▸ Task instructions
Using the material below, print a verbatim copy of every line from the one containing "index tip: (77, 67)" through the one containing "index dip: (630, 458)", inclusive, and omit the pictures.
§ §
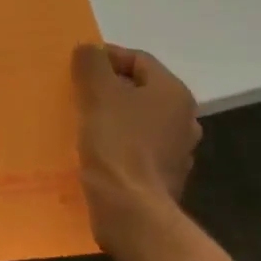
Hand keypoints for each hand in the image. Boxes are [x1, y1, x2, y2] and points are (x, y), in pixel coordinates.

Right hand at [74, 44, 202, 242]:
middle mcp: (184, 119)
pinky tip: (93, 149)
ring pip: (137, 120)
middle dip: (107, 87)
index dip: (105, 57)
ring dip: (111, 116)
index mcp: (173, 93)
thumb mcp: (98, 91)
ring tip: (81, 119)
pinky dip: (116, 142)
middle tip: (77, 91)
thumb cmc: (117, 142)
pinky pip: (135, 148)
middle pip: (138, 89)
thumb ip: (92, 62)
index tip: (77, 67)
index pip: (138, 59)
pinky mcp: (162, 177)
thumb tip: (89, 50)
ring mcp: (176, 152)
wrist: (131, 210)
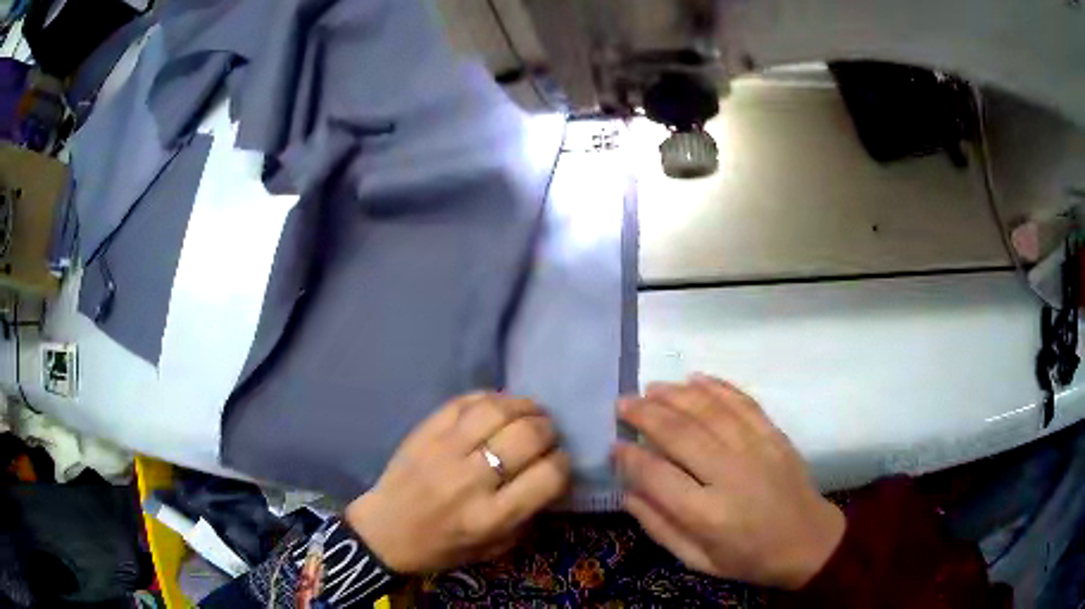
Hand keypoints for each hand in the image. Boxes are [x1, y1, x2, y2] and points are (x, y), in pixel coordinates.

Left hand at [345, 393, 570, 573]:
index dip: (563, 463)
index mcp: (491, 516)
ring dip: (524, 406)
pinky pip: (465, 401)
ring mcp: (444, 450)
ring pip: (496, 410)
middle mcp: (470, 480)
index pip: (548, 476)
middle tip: (547, 435)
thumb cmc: (443, 547)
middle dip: (548, 430)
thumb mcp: (495, 547)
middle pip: (527, 436)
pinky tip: (499, 407)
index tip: (559, 461)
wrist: (385, 531)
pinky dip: (491, 398)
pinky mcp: (425, 431)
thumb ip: (529, 515)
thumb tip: (553, 475)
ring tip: (530, 413)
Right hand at [614, 374, 844, 589]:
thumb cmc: (748, 557)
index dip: (630, 458)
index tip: (615, 446)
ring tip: (651, 388)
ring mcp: (757, 449)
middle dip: (646, 414)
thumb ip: (660, 527)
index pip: (658, 476)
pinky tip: (696, 379)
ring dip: (676, 394)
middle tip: (623, 403)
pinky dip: (717, 387)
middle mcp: (731, 474)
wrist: (807, 540)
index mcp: (708, 514)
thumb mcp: (698, 560)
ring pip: (709, 411)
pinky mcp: (774, 434)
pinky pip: (742, 403)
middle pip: (681, 434)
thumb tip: (628, 492)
§ §
▸ Result of this task
index tip: (77, 67)
index pip: (138, 59)
pinky mcp: (162, 177)
thumb tip: (89, 50)
ring mcp: (176, 152)
wrist: (131, 210)
Hand keypoints for each hand in the image. Boxes are [x1, y1, x2, y2] and points are (x, y), in pixel coordinates.

Left hand at [345, 393, 570, 573]:
index dip: (563, 463)
index mcp: (491, 516)
ring dip: (524, 406)
pinky pip: (465, 401)
ring mcp: (444, 450)
ring pip: (496, 410)
middle mcp: (470, 480)
index pip: (548, 476)
middle tip: (547, 435)
thumb cmc: (443, 547)
middle dip: (548, 430)
thumb mcp: (495, 547)
middle pip: (527, 436)
pinky tip: (499, 407)
index tip: (559, 461)
wrist: (385, 531)
pinky dip: (491, 398)
pinky mcp: (425, 431)
thumb ip: (529, 515)
thumb tip: (553, 475)
ring tip: (530, 413)
Right hand at [614, 374, 844, 589]:
thumb cmc: (748, 557)
index dip: (630, 458)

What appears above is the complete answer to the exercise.